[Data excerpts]
———

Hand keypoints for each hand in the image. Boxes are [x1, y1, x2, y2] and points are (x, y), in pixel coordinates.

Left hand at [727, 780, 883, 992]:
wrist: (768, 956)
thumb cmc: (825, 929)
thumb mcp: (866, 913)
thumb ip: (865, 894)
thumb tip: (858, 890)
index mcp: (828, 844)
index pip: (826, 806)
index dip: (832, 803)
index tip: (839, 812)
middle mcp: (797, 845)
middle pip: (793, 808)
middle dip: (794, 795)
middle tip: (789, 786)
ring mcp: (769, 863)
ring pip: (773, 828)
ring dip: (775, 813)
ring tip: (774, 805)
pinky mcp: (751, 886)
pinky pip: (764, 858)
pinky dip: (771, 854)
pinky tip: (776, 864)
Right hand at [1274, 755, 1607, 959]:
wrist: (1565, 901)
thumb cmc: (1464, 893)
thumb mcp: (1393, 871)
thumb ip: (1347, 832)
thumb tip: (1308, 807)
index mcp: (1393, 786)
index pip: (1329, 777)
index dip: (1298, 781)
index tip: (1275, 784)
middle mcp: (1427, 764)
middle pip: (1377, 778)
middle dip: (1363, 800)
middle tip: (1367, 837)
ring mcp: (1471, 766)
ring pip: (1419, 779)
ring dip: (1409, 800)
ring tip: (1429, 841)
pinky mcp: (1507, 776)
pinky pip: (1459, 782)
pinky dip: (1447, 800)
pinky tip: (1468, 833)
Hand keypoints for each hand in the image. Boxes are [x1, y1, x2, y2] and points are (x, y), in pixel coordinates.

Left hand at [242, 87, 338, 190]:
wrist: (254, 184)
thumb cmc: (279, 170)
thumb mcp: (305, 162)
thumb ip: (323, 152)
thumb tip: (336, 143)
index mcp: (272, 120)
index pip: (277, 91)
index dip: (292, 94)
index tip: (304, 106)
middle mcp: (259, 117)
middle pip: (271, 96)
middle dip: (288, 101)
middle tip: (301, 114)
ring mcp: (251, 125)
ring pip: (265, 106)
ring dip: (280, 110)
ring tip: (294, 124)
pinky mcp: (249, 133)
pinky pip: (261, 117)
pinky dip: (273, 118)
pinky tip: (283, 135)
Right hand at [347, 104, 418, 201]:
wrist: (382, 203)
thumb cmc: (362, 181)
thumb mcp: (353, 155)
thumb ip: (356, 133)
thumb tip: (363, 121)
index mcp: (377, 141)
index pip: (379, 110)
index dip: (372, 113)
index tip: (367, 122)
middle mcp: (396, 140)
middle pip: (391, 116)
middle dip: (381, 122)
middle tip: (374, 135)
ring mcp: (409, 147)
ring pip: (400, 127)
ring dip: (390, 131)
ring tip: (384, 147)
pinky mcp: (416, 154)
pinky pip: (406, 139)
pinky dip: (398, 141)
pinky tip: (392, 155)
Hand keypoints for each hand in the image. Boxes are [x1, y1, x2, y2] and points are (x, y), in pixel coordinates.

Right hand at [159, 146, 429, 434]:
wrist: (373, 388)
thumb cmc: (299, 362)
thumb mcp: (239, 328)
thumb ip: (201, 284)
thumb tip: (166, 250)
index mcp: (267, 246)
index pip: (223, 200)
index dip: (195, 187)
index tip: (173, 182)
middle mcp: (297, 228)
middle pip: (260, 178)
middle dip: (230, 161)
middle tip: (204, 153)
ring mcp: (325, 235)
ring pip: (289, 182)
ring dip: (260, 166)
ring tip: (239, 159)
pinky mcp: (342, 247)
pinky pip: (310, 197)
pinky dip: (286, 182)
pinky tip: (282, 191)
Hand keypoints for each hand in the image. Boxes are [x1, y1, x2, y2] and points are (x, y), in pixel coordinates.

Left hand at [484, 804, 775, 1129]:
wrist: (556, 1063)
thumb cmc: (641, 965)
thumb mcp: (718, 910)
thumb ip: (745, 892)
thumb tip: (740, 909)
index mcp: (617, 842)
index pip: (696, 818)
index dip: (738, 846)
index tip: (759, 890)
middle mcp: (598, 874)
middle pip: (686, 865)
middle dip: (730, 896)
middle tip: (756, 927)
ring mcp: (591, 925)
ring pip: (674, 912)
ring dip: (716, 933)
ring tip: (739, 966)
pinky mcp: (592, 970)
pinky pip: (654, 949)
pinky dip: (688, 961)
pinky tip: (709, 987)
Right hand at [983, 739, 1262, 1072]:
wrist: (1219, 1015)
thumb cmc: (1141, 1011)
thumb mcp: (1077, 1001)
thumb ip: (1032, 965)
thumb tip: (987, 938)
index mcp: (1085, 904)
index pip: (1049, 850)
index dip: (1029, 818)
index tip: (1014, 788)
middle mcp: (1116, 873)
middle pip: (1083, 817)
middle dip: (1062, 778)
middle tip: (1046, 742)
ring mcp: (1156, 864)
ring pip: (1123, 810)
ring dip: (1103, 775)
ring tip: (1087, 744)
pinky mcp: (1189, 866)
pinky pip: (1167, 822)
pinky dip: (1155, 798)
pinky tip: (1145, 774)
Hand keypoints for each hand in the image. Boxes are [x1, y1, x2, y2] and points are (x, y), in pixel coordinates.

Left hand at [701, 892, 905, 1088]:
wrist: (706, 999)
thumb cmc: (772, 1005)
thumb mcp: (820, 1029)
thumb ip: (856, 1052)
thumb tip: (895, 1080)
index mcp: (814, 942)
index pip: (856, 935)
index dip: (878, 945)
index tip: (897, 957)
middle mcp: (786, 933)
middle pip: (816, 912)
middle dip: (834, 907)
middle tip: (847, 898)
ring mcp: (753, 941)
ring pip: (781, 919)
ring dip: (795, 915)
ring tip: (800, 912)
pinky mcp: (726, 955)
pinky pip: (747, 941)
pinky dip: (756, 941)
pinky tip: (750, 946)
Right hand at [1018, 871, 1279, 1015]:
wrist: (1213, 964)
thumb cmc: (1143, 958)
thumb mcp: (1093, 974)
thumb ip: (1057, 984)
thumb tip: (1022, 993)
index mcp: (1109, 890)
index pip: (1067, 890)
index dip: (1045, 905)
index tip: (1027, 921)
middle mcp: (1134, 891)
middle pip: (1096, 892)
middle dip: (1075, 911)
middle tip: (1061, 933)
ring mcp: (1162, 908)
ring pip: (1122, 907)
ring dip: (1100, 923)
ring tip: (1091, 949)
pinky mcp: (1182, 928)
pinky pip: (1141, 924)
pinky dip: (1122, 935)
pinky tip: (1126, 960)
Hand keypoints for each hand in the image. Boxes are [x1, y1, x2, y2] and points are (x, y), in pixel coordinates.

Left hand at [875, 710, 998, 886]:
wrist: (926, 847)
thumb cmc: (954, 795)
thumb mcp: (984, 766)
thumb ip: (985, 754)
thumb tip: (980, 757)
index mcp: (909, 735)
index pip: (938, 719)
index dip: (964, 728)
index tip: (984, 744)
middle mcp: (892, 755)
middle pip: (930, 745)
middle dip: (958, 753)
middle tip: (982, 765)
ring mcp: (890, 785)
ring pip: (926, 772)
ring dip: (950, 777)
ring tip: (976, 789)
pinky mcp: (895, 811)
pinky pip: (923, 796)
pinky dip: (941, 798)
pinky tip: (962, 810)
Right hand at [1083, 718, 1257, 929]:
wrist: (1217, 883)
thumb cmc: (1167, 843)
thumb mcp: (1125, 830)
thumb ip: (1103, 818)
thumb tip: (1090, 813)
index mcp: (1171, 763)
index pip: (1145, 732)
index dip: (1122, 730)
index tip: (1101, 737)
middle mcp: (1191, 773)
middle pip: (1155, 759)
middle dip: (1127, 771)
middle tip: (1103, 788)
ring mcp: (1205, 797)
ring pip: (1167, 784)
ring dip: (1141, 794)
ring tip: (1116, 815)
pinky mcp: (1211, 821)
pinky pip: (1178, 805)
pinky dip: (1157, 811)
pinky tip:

———

## WORK ORDER
Exact copies of all the records are required.

## RESPONSE BELOW
Hand keypoints for each hand in the image. Boxes are [x1, y1, x2, y2] and points are (x, y), in pixel coordinates.

Left hand at [727, 780, 883, 992]:
wrist: (768, 956)
thumb cmc: (825, 929)
thumb mcp: (866, 913)
thumb ip: (865, 894)
thumb tip: (858, 890)
index mcp: (828, 844)
index pip: (826, 806)
index dip: (832, 803)
index tip: (839, 812)
middle mcp: (797, 845)
middle pip: (793, 808)
middle dip: (794, 795)
middle tip: (789, 786)
ring mcp: (769, 863)
ring pip: (773, 828)
ring dip: (775, 813)
ring tip: (774, 805)
pinky mcp: (751, 886)
pinky pip: (764, 858)
pinky dip: (771, 854)
pinky tip: (776, 864)
Right hand at [1274, 755, 1607, 959]:
wrist: (1565, 901)
thumb cmc: (1464, 893)
thumb mcp: (1393, 871)
thumb ip: (1347, 832)
thumb tip: (1308, 807)
index mcp: (1393, 786)
index pip: (1329, 777)
index dip: (1298, 781)
index tip: (1275, 784)
middle mcp: (1427, 764)
middle pip: (1377, 778)
middle dip: (1363, 800)
middle tip: (1367, 837)
ring mcp: (1471, 766)
ring pip: (1419, 779)
ring dip: (1409, 800)
ring tip: (1429, 841)
pinky mcp: (1507, 776)
pinky pip: (1459, 782)
pinky dip: (1447, 800)
pinky tip: (1468, 833)
Hand keypoints for each hand in the image. Boxes are [x1, y1, x2, y2] and points are (x, y), in pixel coordinates.

Left hand at [242, 87, 338, 190]:
wrist: (254, 184)
thumb cmc: (279, 170)
thumb mcp: (305, 162)
thumb ip: (323, 152)
thumb tip: (336, 143)
index mcp: (272, 120)
index pip: (277, 91)
index dip: (292, 94)
index tip: (304, 106)
middle mcp: (259, 117)
middle pip: (271, 96)
middle dip: (288, 101)
middle tip: (301, 114)
ring mcp: (251, 125)
ring pip: (265, 106)
ring dip: (280, 110)
ring tip: (294, 124)
pinky mcp: (249, 133)
pinky pip: (261, 117)
pinky dip: (273, 118)
pinky tip: (283, 135)
Right hand at [347, 104, 418, 201]:
wrist: (382, 203)
thumb cmc: (362, 181)
thumb mcp: (353, 155)
thumb ip: (356, 133)
thumb tip: (363, 121)
index mcp: (377, 141)
index pip: (379, 110)
index dip: (372, 113)
index tip: (367, 122)
middle mcp: (396, 140)
middle pip: (391, 116)
middle dip: (381, 122)
middle tip: (374, 135)
ring mcp: (409, 147)
ring pip: (400, 127)
ring dip: (390, 131)
ring tip: (384, 147)
pinky mcp: (416, 154)
pinky pip: (406, 139)
pinky dip: (398, 141)
pinky tip: (392, 155)
Hand keypoints for each hand in the image. Boxes are [x1, y1, x2, y2] and points are (x, y), in pixel coordinates.

Right hand at [159, 146, 429, 434]:
wrist: (373, 388)
thumb cmc: (299, 362)
thumb mcp: (239, 328)
thumb ip: (201, 284)
thumb tip: (166, 250)
index mcp: (267, 246)
index pip: (223, 200)
index dip: (195, 187)
index tip: (173, 182)
middle mcp: (297, 228)
middle pip: (260, 178)
middle dip: (230, 161)
middle tip: (204, 153)
ring mcp: (325, 235)
ring pip: (289, 182)
ring dip: (260, 166)
ring tip: (239, 159)
pinky mcp: (342, 247)
pinky pip: (310, 197)
pinky dip: (286, 182)
pinky tip: (282, 191)
Hand keypoints for each hand in the image. Boxes are [x1, y1, x2, y2] and points are (x, y), in pixel coordinates.

Left hand at [484, 804, 775, 1129]:
wrist: (556, 1063)
thumb cmc: (641, 965)
thumb mcp: (718, 910)
thumb ip: (745, 892)
thumb tip: (740, 909)
index mcp: (617, 842)
index pip: (696, 818)
index dip: (738, 846)
index tip: (759, 890)
middle mcp: (598, 874)
middle pip: (686, 865)
middle dip: (730, 896)
middle tip: (756, 927)
ring mcp: (591, 925)
ring pip: (674, 912)
ring dip: (716, 933)
ring tip: (739, 966)
pinky mcp: (592, 970)
pinky pip: (654, 949)
pinky dip: (688, 961)
pinky tip: (709, 987)
Right hand at [983, 739, 1262, 1072]:
wrist: (1219, 1015)
thumb cmc: (1141, 1011)
thumb mcp: (1077, 1001)
thumb ip: (1032, 965)
thumb tip: (987, 938)
index mcp: (1085, 904)
index pip: (1049, 850)
index dip: (1029, 818)
index tip: (1014, 788)
middle mcp: (1116, 873)
middle pip: (1083, 817)
middle dip: (1062, 778)
middle tip: (1046, 742)
ring mcp: (1156, 864)
ring pip: (1123, 810)
ring dip: (1103, 775)
ring tip: (1087, 744)
pinky mcp: (1189, 866)
pinky pip: (1167, 822)
pinky dip: (1155, 798)
pinky tip: (1145, 774)
Hand keypoints for each hand in the image. Boxes are [x1, y1, x2, y2] and points are (x, y), in pixel coordinates.

Left hand at [701, 892, 905, 1088]:
wrist: (706, 999)
thumb cmc: (772, 1005)
thumb mcp: (820, 1029)
thumb ip: (856, 1052)
thumb tip: (895, 1080)
index mcp: (814, 942)
index pip: (856, 935)
index dip: (878, 945)
index tip: (897, 957)
middle mcp: (786, 933)
middle pip: (816, 912)
middle dip: (834, 907)
middle tip: (847, 898)
ring mcp: (753, 941)
ring pip: (781, 919)
ring dip: (795, 915)
ring tip: (800, 912)
pinky mcp: (726, 955)
pinky pip: (747, 941)
pinky dip: (756, 941)
pinky tip: (750, 946)
Right hand at [1018, 871, 1279, 1015]:
wrist: (1213, 964)
thumb cmc: (1143, 958)
thumb mcp: (1093, 974)
thumb ip: (1057, 984)
thumb tip: (1022, 993)
index mcp: (1109, 890)
index pip: (1067, 890)
index dip: (1045, 905)
index tip: (1027, 921)
middle mcp: (1134, 891)
middle pip: (1096, 892)
middle dip: (1075, 911)
middle tip: (1061, 933)
ring mcp: (1162, 908)
ring pip: (1122, 907)
ring dip: (1100, 923)
ring tip: (1091, 949)
pinky mcp: (1182, 928)
pinky pip: (1141, 924)
pinky dip: (1122, 935)
pinky tip: (1126, 960)
Hand keypoints for each hand in the image. Boxes are [x1, y1, x2, y2] and points are (x, y), in pixel coordinates.

Left hand at [875, 710, 998, 886]:
wrist: (926, 847)
thumb cmc: (954, 795)
thumb mcp: (984, 766)
thumb ip: (985, 754)
thumb tip: (980, 757)
index mcp: (909, 735)
index pip: (938, 719)
index dip: (964, 728)
index tip: (984, 744)
middle mcp: (892, 755)
middle pip: (930, 745)
middle dip: (958, 753)
middle tip: (982, 765)
ring mcp: (890, 785)
ring pip: (926, 772)
ring dip: (950, 777)
ring tip: (976, 789)
pinky mcp: (895, 811)
pinky pip: (923, 796)
pinky dip: (941, 798)
pinky tip: (962, 810)
Right hand at [1083, 718, 1257, 929]:
wrist: (1217, 883)
thumb cmc: (1167, 843)
thumb mcp: (1125, 830)
thumb ip: (1103, 818)
thumb tip: (1090, 813)
index mcp: (1171, 763)
index pip: (1145, 732)
index dip: (1122, 730)
index tip: (1101, 737)
middle mcp: (1191, 773)
middle pip: (1155, 759)
middle dip: (1127, 771)
middle tip: (1103, 788)
ring mcp: (1205, 797)
ring pip: (1167, 784)
ring dip: (1141, 794)
ring tip: (1116, 815)
pinky mcp: (1211, 821)
pinky pip: (1178, 805)
pinky dip: (1157, 811)
pinky tip:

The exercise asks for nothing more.